EXERCISE REQUIREMENTS:
Copy every line that contains the string "down" from the entries below.

┏━━

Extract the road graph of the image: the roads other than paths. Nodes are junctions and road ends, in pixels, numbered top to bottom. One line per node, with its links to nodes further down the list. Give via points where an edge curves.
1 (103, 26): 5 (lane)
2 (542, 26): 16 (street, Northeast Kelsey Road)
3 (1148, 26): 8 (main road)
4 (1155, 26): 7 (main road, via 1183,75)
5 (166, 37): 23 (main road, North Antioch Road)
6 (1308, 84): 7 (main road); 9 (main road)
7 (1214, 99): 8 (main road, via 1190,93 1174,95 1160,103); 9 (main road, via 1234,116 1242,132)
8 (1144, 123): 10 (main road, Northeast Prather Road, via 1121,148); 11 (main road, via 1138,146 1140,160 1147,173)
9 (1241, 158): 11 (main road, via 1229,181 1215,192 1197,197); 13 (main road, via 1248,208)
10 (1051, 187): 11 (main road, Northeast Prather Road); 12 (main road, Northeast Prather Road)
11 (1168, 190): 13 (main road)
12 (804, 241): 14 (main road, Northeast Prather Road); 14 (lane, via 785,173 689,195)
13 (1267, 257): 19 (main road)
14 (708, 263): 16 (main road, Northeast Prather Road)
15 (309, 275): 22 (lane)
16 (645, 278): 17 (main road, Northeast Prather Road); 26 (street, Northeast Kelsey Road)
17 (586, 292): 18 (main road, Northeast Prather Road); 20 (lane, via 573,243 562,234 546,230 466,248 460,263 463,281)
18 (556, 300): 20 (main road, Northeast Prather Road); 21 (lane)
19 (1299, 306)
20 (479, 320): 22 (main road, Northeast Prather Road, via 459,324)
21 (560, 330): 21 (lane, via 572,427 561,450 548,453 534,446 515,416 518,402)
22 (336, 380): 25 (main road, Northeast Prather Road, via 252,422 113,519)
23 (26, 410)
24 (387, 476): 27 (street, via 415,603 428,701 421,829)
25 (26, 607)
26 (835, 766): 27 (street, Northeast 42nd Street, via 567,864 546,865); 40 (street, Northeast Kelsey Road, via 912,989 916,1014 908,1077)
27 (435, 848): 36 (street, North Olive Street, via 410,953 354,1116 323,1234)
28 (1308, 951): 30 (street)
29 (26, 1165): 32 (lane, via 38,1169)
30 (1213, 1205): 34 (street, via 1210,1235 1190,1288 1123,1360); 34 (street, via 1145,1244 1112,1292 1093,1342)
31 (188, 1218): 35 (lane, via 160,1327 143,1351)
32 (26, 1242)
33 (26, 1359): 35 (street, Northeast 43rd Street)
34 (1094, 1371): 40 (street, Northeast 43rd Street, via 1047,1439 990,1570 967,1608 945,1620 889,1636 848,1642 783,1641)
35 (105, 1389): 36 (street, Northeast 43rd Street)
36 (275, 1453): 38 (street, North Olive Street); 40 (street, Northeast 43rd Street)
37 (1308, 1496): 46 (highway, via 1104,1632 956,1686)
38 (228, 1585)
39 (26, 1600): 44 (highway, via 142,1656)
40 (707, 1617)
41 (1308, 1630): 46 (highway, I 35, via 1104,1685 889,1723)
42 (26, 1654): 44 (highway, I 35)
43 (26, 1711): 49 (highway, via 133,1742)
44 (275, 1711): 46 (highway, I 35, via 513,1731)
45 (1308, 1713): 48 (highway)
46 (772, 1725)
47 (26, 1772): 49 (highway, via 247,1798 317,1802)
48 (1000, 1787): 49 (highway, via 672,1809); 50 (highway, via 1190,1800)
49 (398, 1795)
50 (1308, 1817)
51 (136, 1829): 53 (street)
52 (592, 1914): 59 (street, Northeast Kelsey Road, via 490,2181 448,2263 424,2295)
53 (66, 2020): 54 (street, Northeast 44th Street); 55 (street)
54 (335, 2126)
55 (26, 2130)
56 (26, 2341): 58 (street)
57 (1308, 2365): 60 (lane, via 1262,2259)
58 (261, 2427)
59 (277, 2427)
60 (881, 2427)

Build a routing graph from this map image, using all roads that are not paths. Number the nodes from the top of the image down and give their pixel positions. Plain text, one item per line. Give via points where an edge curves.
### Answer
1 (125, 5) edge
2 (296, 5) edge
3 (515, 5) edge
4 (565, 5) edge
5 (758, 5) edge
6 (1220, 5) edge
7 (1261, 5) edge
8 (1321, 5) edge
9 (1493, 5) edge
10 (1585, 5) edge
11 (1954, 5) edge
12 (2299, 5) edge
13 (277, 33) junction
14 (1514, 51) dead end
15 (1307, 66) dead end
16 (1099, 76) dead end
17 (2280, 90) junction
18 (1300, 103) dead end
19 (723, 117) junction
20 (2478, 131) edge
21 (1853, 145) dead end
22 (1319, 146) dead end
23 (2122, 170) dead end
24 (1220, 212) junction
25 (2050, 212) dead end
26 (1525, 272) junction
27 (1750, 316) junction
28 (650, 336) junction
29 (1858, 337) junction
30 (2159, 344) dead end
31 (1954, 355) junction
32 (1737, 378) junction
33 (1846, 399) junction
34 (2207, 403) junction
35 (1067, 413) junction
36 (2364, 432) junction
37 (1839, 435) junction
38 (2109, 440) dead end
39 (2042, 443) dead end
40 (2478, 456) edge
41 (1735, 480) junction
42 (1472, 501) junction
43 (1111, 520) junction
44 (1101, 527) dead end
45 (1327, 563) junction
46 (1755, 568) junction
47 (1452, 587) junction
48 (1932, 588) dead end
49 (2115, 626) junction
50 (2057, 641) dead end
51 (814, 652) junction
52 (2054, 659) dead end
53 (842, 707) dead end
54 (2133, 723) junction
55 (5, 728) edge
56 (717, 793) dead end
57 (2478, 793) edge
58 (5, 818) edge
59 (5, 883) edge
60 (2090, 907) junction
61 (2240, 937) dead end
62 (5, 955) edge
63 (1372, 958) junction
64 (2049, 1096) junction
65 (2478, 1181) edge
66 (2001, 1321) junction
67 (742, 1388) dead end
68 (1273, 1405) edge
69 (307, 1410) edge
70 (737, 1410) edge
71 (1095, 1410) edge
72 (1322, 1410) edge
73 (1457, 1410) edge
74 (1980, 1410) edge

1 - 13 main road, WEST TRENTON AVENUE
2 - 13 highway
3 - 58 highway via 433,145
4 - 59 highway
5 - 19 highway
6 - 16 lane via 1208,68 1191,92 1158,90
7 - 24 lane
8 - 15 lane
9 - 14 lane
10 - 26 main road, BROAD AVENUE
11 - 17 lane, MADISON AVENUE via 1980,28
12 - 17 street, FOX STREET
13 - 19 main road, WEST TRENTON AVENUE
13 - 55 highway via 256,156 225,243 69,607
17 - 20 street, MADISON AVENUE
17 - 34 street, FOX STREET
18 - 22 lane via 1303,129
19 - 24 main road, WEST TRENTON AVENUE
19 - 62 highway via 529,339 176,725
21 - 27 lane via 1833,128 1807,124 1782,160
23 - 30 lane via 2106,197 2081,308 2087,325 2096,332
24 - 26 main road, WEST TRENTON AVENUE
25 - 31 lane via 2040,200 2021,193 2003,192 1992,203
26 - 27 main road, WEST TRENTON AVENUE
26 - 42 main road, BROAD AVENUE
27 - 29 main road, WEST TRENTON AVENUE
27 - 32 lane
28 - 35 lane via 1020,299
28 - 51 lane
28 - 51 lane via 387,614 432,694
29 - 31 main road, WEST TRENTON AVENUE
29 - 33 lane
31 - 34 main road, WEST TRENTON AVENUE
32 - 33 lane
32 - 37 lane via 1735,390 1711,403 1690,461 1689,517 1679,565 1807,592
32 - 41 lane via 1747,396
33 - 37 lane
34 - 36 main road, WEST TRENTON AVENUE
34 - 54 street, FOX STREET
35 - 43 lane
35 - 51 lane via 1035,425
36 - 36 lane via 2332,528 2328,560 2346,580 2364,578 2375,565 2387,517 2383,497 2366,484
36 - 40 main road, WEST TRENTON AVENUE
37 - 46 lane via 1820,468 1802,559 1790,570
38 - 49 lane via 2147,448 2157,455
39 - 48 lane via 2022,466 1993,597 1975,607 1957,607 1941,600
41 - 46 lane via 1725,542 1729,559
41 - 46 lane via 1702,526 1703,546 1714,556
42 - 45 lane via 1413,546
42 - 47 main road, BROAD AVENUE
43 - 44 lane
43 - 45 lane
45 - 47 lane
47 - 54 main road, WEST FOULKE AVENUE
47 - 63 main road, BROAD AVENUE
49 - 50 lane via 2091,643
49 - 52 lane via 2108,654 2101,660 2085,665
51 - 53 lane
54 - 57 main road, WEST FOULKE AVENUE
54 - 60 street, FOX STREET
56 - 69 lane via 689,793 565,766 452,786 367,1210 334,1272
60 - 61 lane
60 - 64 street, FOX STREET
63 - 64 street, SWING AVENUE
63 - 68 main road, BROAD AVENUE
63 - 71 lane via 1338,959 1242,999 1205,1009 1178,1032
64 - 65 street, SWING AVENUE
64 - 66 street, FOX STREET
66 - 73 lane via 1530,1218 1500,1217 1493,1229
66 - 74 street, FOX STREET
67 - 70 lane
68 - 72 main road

┗━━

SOLVED PROBLEM:
Extract the road graph of the image: the roads other than paths. Nodes are junctions and road ends, in pixels, numbered top to bottom. One line per node, with its links to nodes further down the list. Give via points where an edge curves.
Build a routing graph from this map image, using all roads that are not paths. Number the nodes from the top of the image down and give their pixel positions. Plain text, one item per line. Give via points where an edge curves.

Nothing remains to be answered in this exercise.